The party broke up too soon for anyone to have cake. It’s a shame though, because I would have loved to try a slice.  It smelled excellent and I hope the birthday boy enjoyed it. The Mr. was equally disappointed, so perhaps I’ll have to make another one just for us.


Do you have any special memories or family traditions about birthday cakes?

Nutella and Banana Crepes

Eating Nutella and banana crepes at a little restaurant by the beach was one of my first unofficial dates with the Mr. Unfortunately, the restaurant seems to be falling off a bit lately, so since I can make a crepe that’s just as good as theirs, I would rather enjoy it at home without attitude from the waitstaff.
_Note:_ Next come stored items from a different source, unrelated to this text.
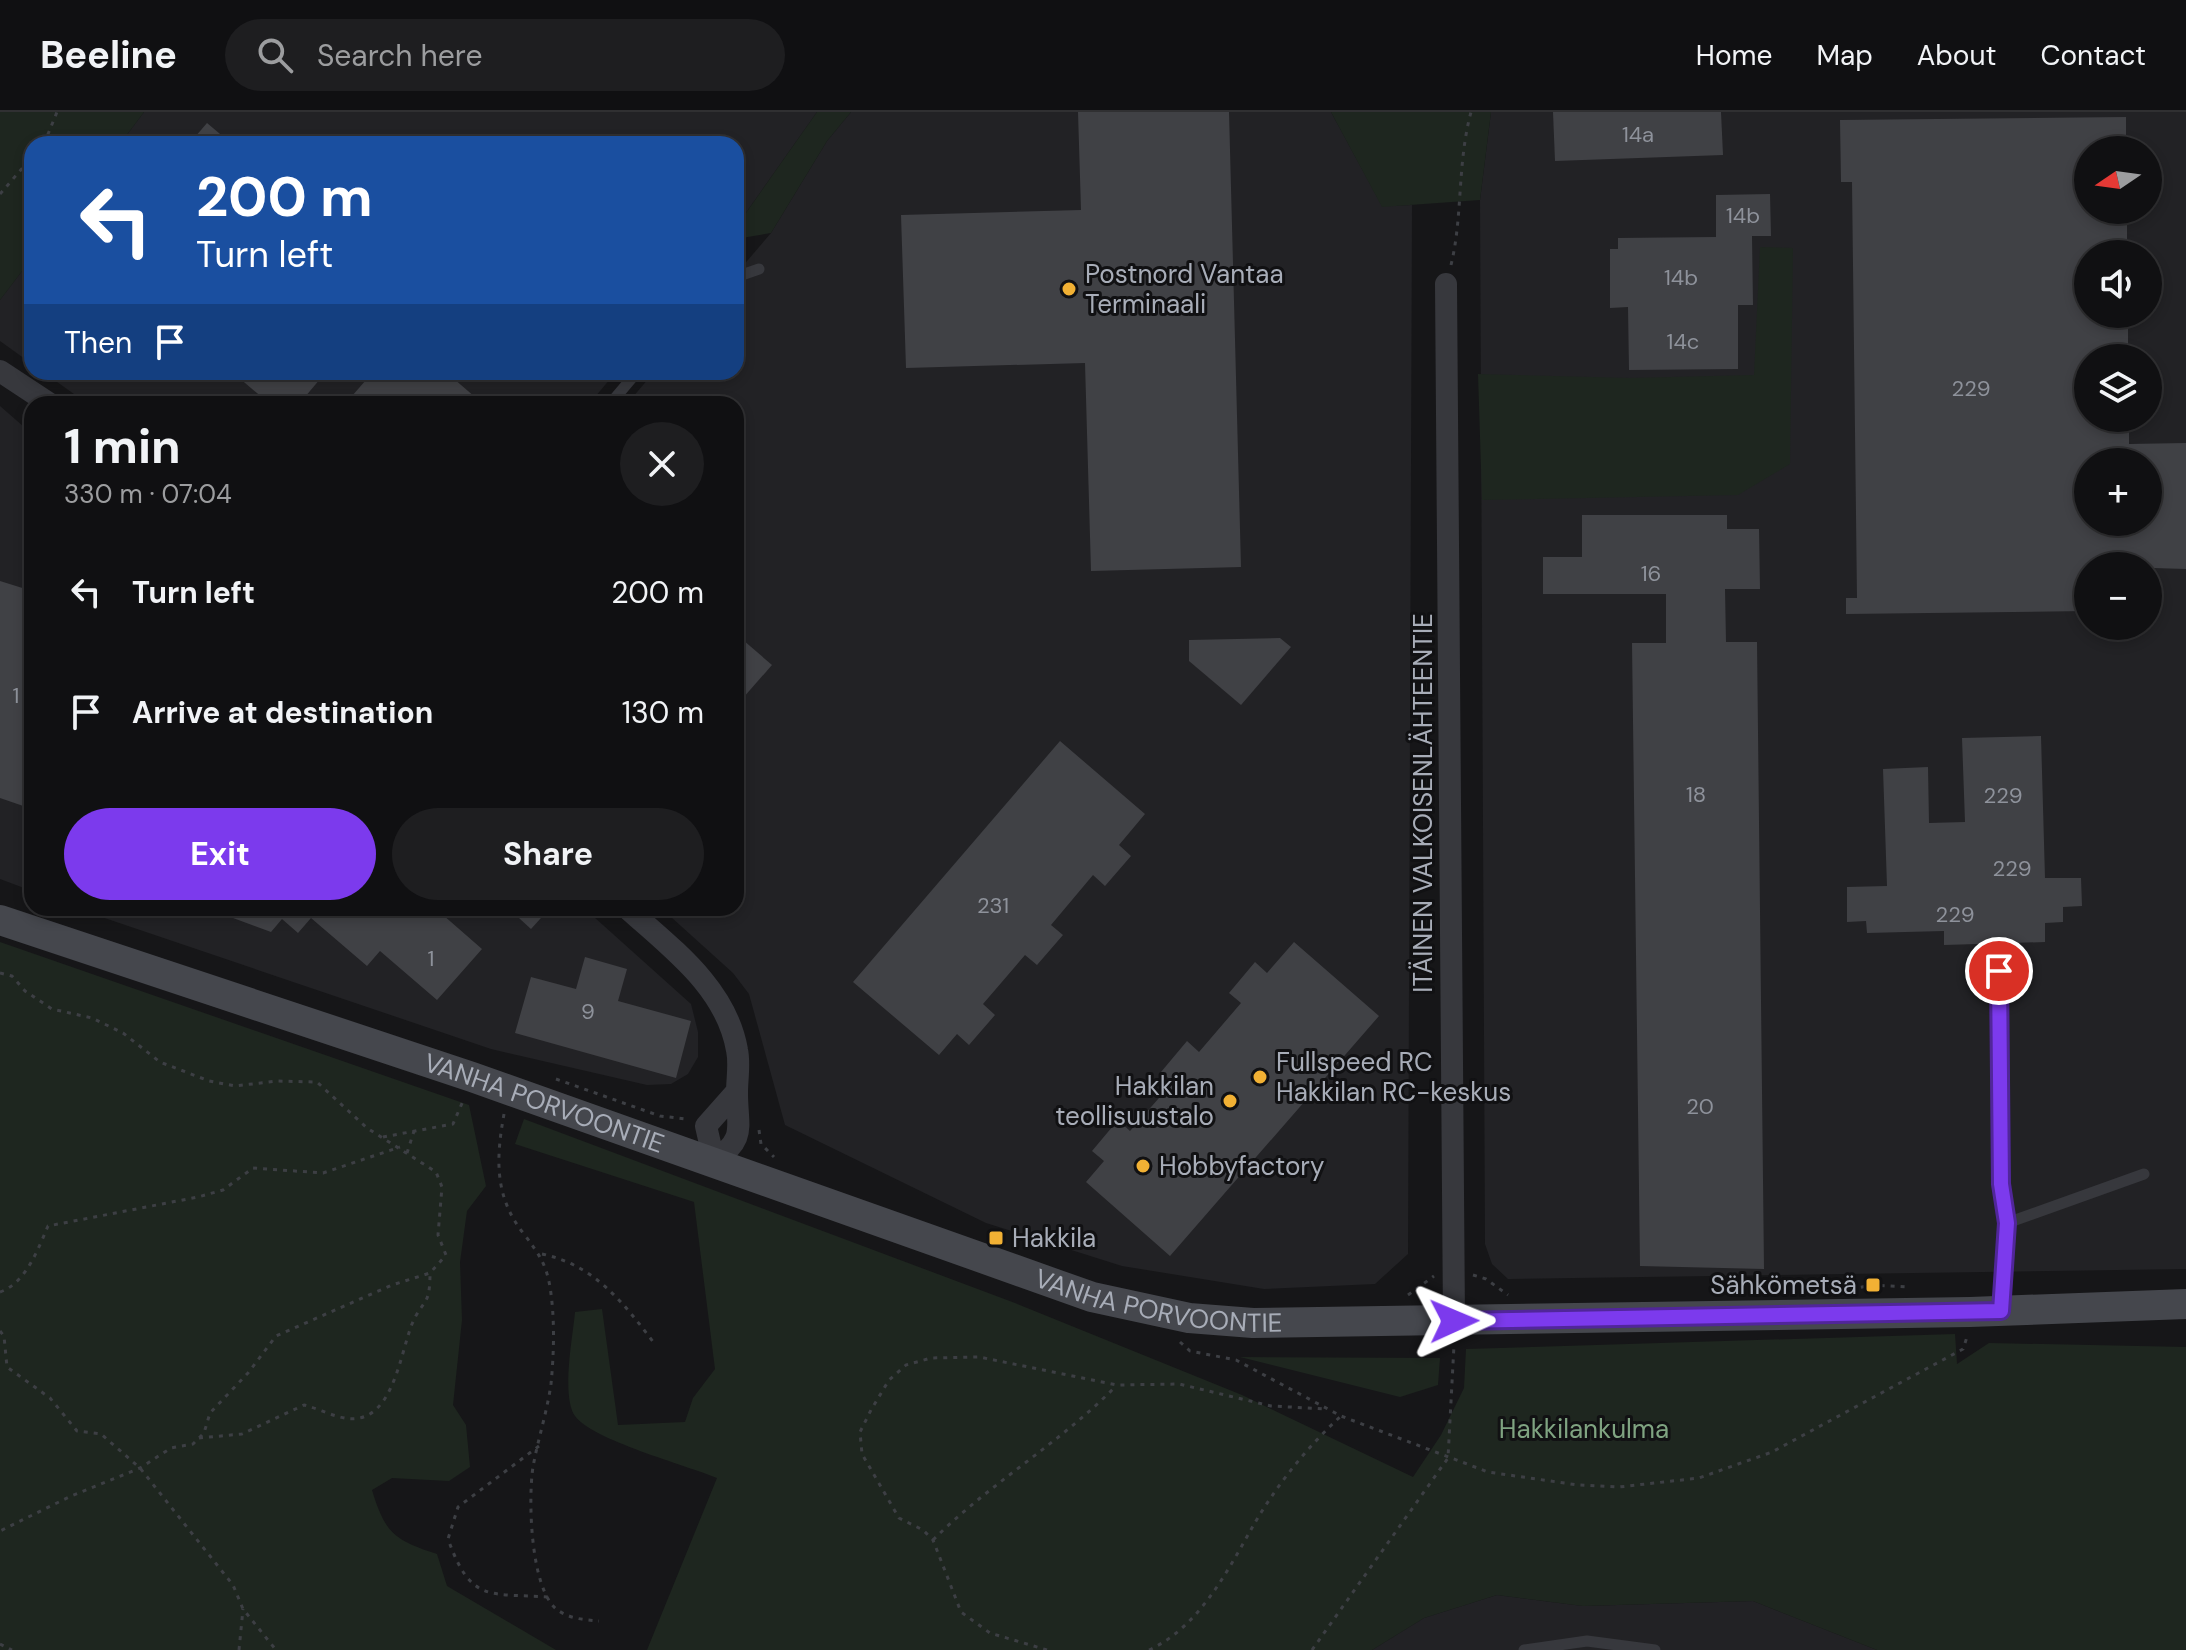 <!DOCTYPE html>
<html lang="en">
<head>
<meta charset="utf-8">
<style>
  body { margin:0; font-family:"DM Sans",sans-serif; background:#1e1e20; color:#f1f3f6; height:100vh; display:flex; flex-direction:column; font-size:30px; white-space:nowrap }
  * { box-sizing:border-box; margin:0 }
  p { font-size:26px; color:#9c9d9f }
  .icon { flex:none; width:44px; height:44px; fill:none; stroke:currentColor; stroke-width:2; stroke-linecap:round; stroke-linejoin:round }
  .map { position:relative; flex:1; overflow:hidden }
  .panel { position:absolute; left:24px; top:284px; width:720px; height:520px; display:flex; flex-direction:column; background:#101012; border-radius:24px; box-shadow:0 4px 12px #0003,0 0 0 2px #303032 }
  .panel>* { flex:none }
  .top-card { position:absolute; left:24px; top:24px; width:720px; height:244px; border-radius:24px; box-shadow:0 4px 12px #0003,0 0 0 2px #303032; background:#1a4fa0; color:#fff; overflow:hidden }
  .needle { width:52px; rotate:257deg }
  .tools { position:absolute; left:2074px; top:24px; display:grid; gap:16px }
  .tools a { display:grid; place-items:center; width:88px; height:88px; border-radius:50%; background:#101012; box-shadow:0 4px 12px #0003,0 0 0 2px #303032; font-size:40px }
  .pin { position:absolute; display:grid; place-items:center; width:68px; height:68px; color:#fff; margin:-34px; border:4px solid #fff; border-radius:50%; box-shadow:0 2px 8px #0007 }
  .me { position:absolute; width:88px; margin:-44px; rotate:89deg; stroke-linejoin:round; filter:drop-shadow(0 0 6px #0008) }
  .turn { display:flex; align-items:center; gap:28px; height:168px; padding:0 40px; font-size:36px }
  .turn .icon { width:104px; height:104px; stroke-width:2.5 }
  .turn b { display:block; font-size:56px; line-height:68px }
  .then { display:flex; align-items:center; height:76px; padding:0 40px; background:#0003; gap:16px; font-size:30px }
  .round { display:grid; place-items:center; flex:none; width:84px; height:84px; border-radius:42px; background:#1e1e20 }
  .summary { display:flex; align-items:center; justify-content:space-between; height:136px; padding:0 40px }
  h1 { font-size:48px; font-weight:700; line-height:60px }
  .primary-button { display:flex; gap:16px; margin-top:auto; padding:16px 40px }
  .primary-button a { flex:1; height:92px; border-radius:48px; background:#7c3aed; color:#fff; font-size:32px; font-weight:700; line-height:92px; text-align:center }
  .primary-button a+a { background:#1e1e20; color:#f1f3f6 }
  ul { padding:0; list-style:none }
  li { display:flex; align-items:center; gap:24px; height:120px; padding:0 40px }
  li div { flex:1 }
  li b { display:block; font-size:30px }
  li em { font-style:normal }
  header { display:flex; align-items:center; gap:48px; box-sizing:border-box; height:112px; padding:0 40px; background:#101012; border-bottom:2px solid #303032 }
  header strong { font-size:38px }
  nav { display:flex; gap:44px; margin-inline-start:auto; font-size:28px }
  .search { width:560px; height:72px; background:#1e1e20; display:flex; align-items:center; gap:20px; box-sizing:border-box; padding:0 28px; border-radius:44px; color:#9c9d9f; font-size:30px }
  .map>svg:first-child { display:block }
  .built { fill:#222225; fill-rule:evenodd }
  .green { fill:#1e261f }
  .building { fill:#404145; fill-rule:evenodd }
  .lines { fill:none; stroke-linecap:round; stroke-linejoin:round }
  .path { stroke:#3d3f44; stroke-width:3; stroke-dasharray:4 6; stroke-linecap:butt }
  .service { stroke:#37383d; stroke-width:11 }
  .minor { stroke:#37383d; stroke-width:22 }
  .secondary { stroke:#45474d; stroke-width:30 }
  .route-casing { stroke:#51269a; stroke-width:20 }
  .route { stroke:#7c3aed; stroke-width:14 }
  .poi-dot { fill:#f2b134; stroke:#111113; stroke-width:3 }
  .labels { text-anchor:middle; dominant-baseline:central; stroke-width:6; stroke-linejoin:round; paint-order:stroke }
  .number-label { font-size:22px; fill:#8e929b }
  .poi-label { font-size:26px; fill:#a8adb8; stroke:#111113; text-anchor:start }
  .street-label { font-size:26px; fill:#a8adb8; stroke:#111113 }
  .park-label { font-size:26px; fill:#7fa381; stroke:#111113 }
</style>
</head>
<body>
<header>
<strong>Beeline</strong>
<div class="search"><svg class="icon" aria-label="search" viewBox="0 0 24 24"><circle cx="10" cy="10" r="6"/><path d="M15 15l6 6"/></svg>Search here</div>
<nav><a>Home</a><a>Map</a><a>About</a><a>Contact</a></nav>
</header>
<div class="map">
<svg width="2186" height="1538" viewBox="0 0 2186 1538">
  <rect width="100%" height="100%" fill="#161618"/>
  <g class="built">
    <polygon points="144,0 817,0 736,115 736,32 120,32"/>
    <polygon points="851,0 1331,0 1382,94 1412,93 1408,1142 1375,1172 1264,1177 1122,1154 986,1111 785,1013 749,882 733,861 661,796 736,796 736,292 627,292 654,260 736,260 736,162 771,121 827,29"/>
    <path d="M1491,0H2186V1157L1508,1167L1492,1152L1485,1132L1480,88ZM2088,38H2148V98H2088ZM2088,142H2148V202H2088ZM2088,246H2148V306H2088ZM2088,350H2148V410H2088ZM2088,454H2148V514H2088Z"/>
    <polygon points="32,146 32,252 0,229 0,188"/>
    <polygon points="43,260 616,260 589,292 88,292"/>
    <polygon points="0,294 32,322 32,779 0,767"/>
    <polygon points="75,796 584,796 691,892 698,920 698,945 688,962 671,972 647,973 491,937"/>
    <polygon points="1497,1483 1583,1494 1753,1489 1877,1538 1372,1538 1424,1506"/>
  </g>
  <g class="green">
    <polygon points="0,0 144,0 120,32 32,32 32,146 0,188"/>
    <polygon points="817,0 851,0 827,29 771,121 736,127 736,115"/>
    <polygon points="1331,0 1491,0 1480,88 1382,95"/>
    <polygon points="1760,135 1793,136 1790,352 1738,383 1482,388 1478,262 1630,266 1754,263"/>
    <path d="M0,830L469,993L486,1074L467,1099L460,1150L462,1208L453,1293L466,1313L470,1355L449,1369L392,1366L372,1378C385,1421 394,1428 437,1442L447,1474L556,1538H0Z"/>
    <path d="M524,1007L1015,1191L1242,1283L1413,1365L1441,1323L1464,1276L1466,1237L1955,1222L1957,1252L1989,1231L2186,1235V1538H1877L1753,1489L1583,1494L1497,1483L1424,1506L1372,1538H647L717,1366C686,1353 592,1328 575,1304C561,1284 573,1224 575,1200L602,1197L618,1313L685,1310L693,1286L715,1257L694,1090L515,1032Z"/>
    <polygon points="1240,1245 1440,1246 1438,1273 1400,1285"/>
  </g>
  <g class="building">
    <polygon points="1078,0 1229,0 1241,455 1091,459 1085,251 906,256 901,103 1081,98"/>
    <polygon points="1553,0 1721,0 1723,43 1555,49"/>
    <path d="M2126,5V38H2088V98H2127V142H2088V202H2128V246H2088V306H2129V332L2186,331V457L2088,454V499L1846,502V486H1857L1852,70H1841L1840,8ZM2088,350H2148V410H2088Z"/>
    <polygon points="207,11 232,32 189,32"/>
    <polygon points="1770,82 1771,124 1752,124 1753,193 1738,193 1738,257 1629,258 1628,195 1610,196 1610,137 1618,137 1618,126 1716,125 1716,83"/>
    <polygon points="232,260 326,260 299,292 270,292"/>
    <polygon points="373,260 446,260 483,292 345,292"/>
    <polygon points="1582,403 1727,403 1727,417 1759,417 1760,477 1725,477 1726,530 1757,530 1764,1157 1640,1154 1632,531 1666,531 1666,482 1543,482 1543,445 1582,445"/>
    <polygon points="0,469 32,479 32,697 0,686"/>
    <polygon points="736,522 772,553 736,594"/>
    <polygon points="1280,526 1291,535 1241,593 1189,549 1189,528"/>
    <polygon points="2041,624 2045,766 2081,766 2082,794 2063,795 2063,810 2045,811 2045,830 1944,833 1944,819 1867,821 1866,809 1847,810 1847,775 1887,774 1883,657 1928,655 1929,711 1965,710 1962,626"/>
    <polygon points="1060,629 1145,702 1119,733 1131,744 1105,774 1093,763 1051,813 1063,823 1037,853 1025,843 983,892 995,903 969,933 957,922 939,943 853,870"/>
    <polygon points="206,796 435,796 482,837 437,888 380,839 367,854 311,806 298,821 282,807 271,820"/>
    <polygon points="508,796 550,796 531,817"/>
    <polygon points="1294,830 1379,904 1170,1144 1086,1070 1104,1049 1092,1039 1118,1008 1130,1019 1173,970 1161,960 1187,929 1199,940 1241,891 1229,881 1255,850 1267,861"/>
    <polygon points="585,845 627,857 618,889 691,909 676,966 515,921 531,865 576,877"/>
  </g>
  <g class="lines">
    <g class="path">
      <polyline points="44,32 57,0"/>
      <polyline points="0,82 32,45"/>
      <path d="M1451,153C1463,104 1457,52 1471,0"/>
      <polyline points="0,861 12,864 25,879 52,897 92,906 123,921 160,950 209,969 235,974 277,969 317,970 367,1016 436,1060 442,1075 438,1123 446,1143 430,1161 392,1173 276,1224 248,1261 210,1301 204,1321 193,1332 171,1336 140,1356 69,1385 0,1419"/>
      <polyline points="556,967 660,1004 686,1007"/>
      <path d="M504,1002C496,1046 494,1085 524,1122C538,1141 546,1151 550,1175C555,1206 554,1241 551,1272C547,1300 538,1327 533,1355C528,1386 530,1481 559,1499C571,1507 586,1508 599,1509"/>
      <polyline points="759,1018 761,1032 774,1045"/>
      <polyline points="383,1025 453,1012 463,989"/>
      <polyline points="407,1041 414,1019"/>
      <path d="M542,1142C594,1153 623,1190 654,1231"/>
      <polyline points="1473,1163 1486,1167 1508,1183"/>
      <polyline points="1851,1177 1873,1173 1910,1175"/>
      <path d="M0,1180C26,1171 38,1137 48,1114L198,1085L223,1078L253,1056L323,1061L400,1035"/>
      <polyline points="1408,1183 1434,1164"/>
      <polyline points="0,1219 4,1224 7,1255 50,1286 77,1319 101,1322 140,1356 233,1473 243,1497 276,1538"/>
      <polyline points="1180,1230 1190,1239 1236,1248 1341,1304 1488,1360 1578,1373 1619,1375 1699,1366 1772,1340 1963,1237 1968,1222"/>
      <path d="M199,1326L242,1322L304,1293C316,1296 328,1302 340,1305C392,1319 399,1245 412,1212C423,1186 430,1196 430,1161"/>
      <path d="M539,1334L458,1395L448,1427C471,1491 488,1481 549,1485"/>
      <path d="M933,1428C989,1372 1060,1331 1116,1274"/>
      <polyline points="0,1532 12,1538"/>
      <polyline points="239,1538 243,1497"/>
      <polyline points="1047,1538 990,1521 961,1500 933,1428 923,1418 899,1406 862,1342 860,1320 871,1298 889,1268 906,1253 931,1246 979,1245 1117,1273 1179,1272 1271,1294 1327,1297"/>
      <path d="M1149,1538C1199,1515 1227,1460 1253,1414C1276,1374 1307,1335 1341,1304"/>
      <polyline points="1312,1538 1448,1346 1454,1233"/>
    </g>
    <g class="service">
      <polyline points="736,165 759,157"/>
      <polyline points="610,292 637,260"/>
      <polyline points="1999,859 2001,1072 2007,1111 2001,1198"/>
      <polyline points="2007,1111 2144,1062"/>
      <polyline points="1524,1538 1587,1529 1655,1538"/>
    </g>
    <g class="minor">
      <polyline points="1446,172 1454,1209"/>
      <polyline points="0,259 50,292"/>
      <path d="M627,796C671,836 726,875 737,938C740,952 737,966 737,981C737,1016 747,1026 714,1049L706,1014L737,979"/>
    </g>
    <path class="secondary" id="s1" d="M0,808L472,965L1092,1185L1189,1206L1253,1211L1970,1200L2186,1192"/>
  </g>
  <g class="lines">
    <defs>
      <polyline id="route" points="1454,1209 2001,1199 2007,1111 2001,1072 1999,859"/>
    </defs>
    <use href="#route" class="route-casing"/>
    <use href="#route" class="route"/>
  </g>
  <g class="poi-dot">
    <circle cx="1069" cy="177" r="8"/>
    <circle cx="1260" cy="965" r="8"/>
    <circle cx="1230" cy="989" r="8"/>
    <circle cx="1143" cy="1054" r="8"/>
    <rect x="988" y="1118" width="16" height="16" rx="4"/>
    <rect x="1865" y="1165" width="16" height="16" rx="4"/>
  </g>
  <g class="labels">
    <g class="number-label">
      <text x="1638" y="22">14a</text>
      <text x="1743" y="103">14b</text>
      <text x="1681" y="165">14b</text>
      <text x="1683" y="229">14c</text>
      <text x="1971" y="276">229</text>
      <text x="1651" y="461">16</text>
      <text x="16" y="583">1</text>
      <text x="1696" y="682">18</text>
      <text x="2003" y="683">229</text>
      <text x="2012" y="756">229</text>
      <text x="993" y="793">231</text>
      <text x="1955" y="802">229</text>
      <text x="431" y="846">1</text>
      <text x="588" y="899">9</text>
      <text x="1700" y="994">20</text>
    </g>
    <g class="poi-label">
      <text x="1085" y="162">Postnord Vantaa<tspan x="1085" dy="30">Terminaali</tspan></text>
      <text x="1276" y="950">Fullspeed RC<tspan x="1276" dy="30">Hakkilan RC-keskus</tspan></text>
      <text x="1214" y="974" text-anchor="end">Hakkilan<tspan x="1214" dy="30">teollisuustalo</tspan></text>
      <text x="1159" y="1054">Hobbyfactory</text>
      <text x="1012" y="1126">Hakkila</text>
      <text x="1857" y="1173" text-anchor="end">Sähkömetsä</text>
    </g>
    <g class="street-label">
      <text transform="translate(1423 691) rotate(-90)">ITÄINEN VALKOISENLÄHTEENTIE</text>
      <text stroke="none"><textPath href="#s1" startOffset="574">VANHA PORVOONTIE</textPath></text>
      <text stroke="none"><textPath href="#s1" startOffset="1222">VANHA PORVOONTIE</textPath></text>
    </g>
    <g class="park-label">
      <text x="1584" y="1317">Hakkilankulma</text>
    </g>
  </g>
</svg>
<div class="tools">
<a><svg class="needle" viewBox="-14 -14 28 28"><path d="M0-13l5 13h-10z" fill="#e53935"/><path d="M0 13l5-13h-10z" fill="#9c9d9f"/></svg></a>
<a><svg class="icon" aria-label="sound" viewBox="0 0 24 24"><path d="M4 9h4l5-4v14l-5-4H4zM17 9q2 3 0 6"/></svg></a>
<a><svg class="icon" aria-label="layers" viewBox="0 0 24 24"><path d="M12 4l9 5-9 5-9-5zM3 14l9 5 9-5"/></svg></a>
<a>+</a>
<a>−</a>
</div>
<div class="pin" style="left:1999px;top:859px;background:#d93025"><svg class="icon" aria-label="arrive" viewBox="0 0 24 24"><path d="M6 21V4h12l-3 4 3 4H6"/></svg></div>
<svg class="me" style="left:1454px;top:1209px" viewBox="-20 -20 40 40"><path d="M0-17L14 15 0 8-14 15z" fill="#7c3aed" stroke="#fff" stroke-width="4"/></svg>
<div class="top-card">
<div class="turn"><svg class="icon" aria-label="left" viewBox="0 0 24 24"><path d="M17 20v-9H6M10 6l-5 5 5 5"/></svg><div><b>200 m</b>Turn left</div></div>
<div class="then">Then<svg class="icon" aria-label="arrive" viewBox="0 0 24 24"><path d="M6 21V4h12l-3 4 3 4H6"/></svg></div>
</div>
<section class="panel">
<div class="summary"><div><h1>1 min</h1><p>330 m · 07:04</p></div><a class="round"><svg class="icon" aria-label="close" viewBox="0 0 24 24"><path d="M6 6l12 12M18 6L6 18"/></svg></a></div>
<ul>
<li><svg class="icon" aria-label="left" viewBox="0 0 24 24"><path d="M17 20v-9H6M10 6l-5 5 5 5"/></svg><div><b>Turn left</b></div><em>200 m</em></li>
<li><svg class="icon" aria-label="arrive" viewBox="0 0 24 24"><path d="M6 21V4h12l-3 4 3 4H6"/></svg><div><b>Arrive at destination</b></div><em>130 m</em></li>
</ul>
<div class="primary-button"><a>Exit</a><a>Share</a></div>
</section>
</div>
</body>
</html>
Crepes are deceptively simple. They have very basic ingredients and the only trick is flipping them over, which I’m sure you’ll master with a few tries. The first crepe always turns out a little ugly, so don’t worry about it.

Ingredients – Serves 2

  • 1/2 cup all purpose flour
  • 1 egg
  • 1/4 cup milk
  • 1/4 cup water
  • pinch of salt
  • 1 teaspoon sugar (if you’re making a sweet crepe, if you prefer a savory filling, skip the sugar)
  • 1 tablespoon of butter, melted.

Whisk all of those ingredients together, you will have a thin batter. Heat up a frying pan that is the same size you would like your crepe to be. Melt a little butter in it, then pour in about a fourth of the crepe batter. Quickly swirl the pan to evenly coat it with batter. Wait until the top of the crepe looks dry. Flip it over (I use a big spatula, but if you’re brave you could flip it like an omlette) and cook for about 30 more seconds. Remove to a plate and repeat the process with the remaining batter.

The possibilities for fillings are endless, but I like a generous dollop of Nutella and a few slices of ripe banana. Fold up your crepe, dust with powdered sugar and you’re ready to eat!

Even though you have to make them one at a time, I feel that they are quicker to make than a batch of normal American pancakes because the crepes cook so quickly. I can stack them on top of each other, they don’t stick, and they stay warm until I’m ready to fill them.

Enjoy these for brunch or a late night dessert.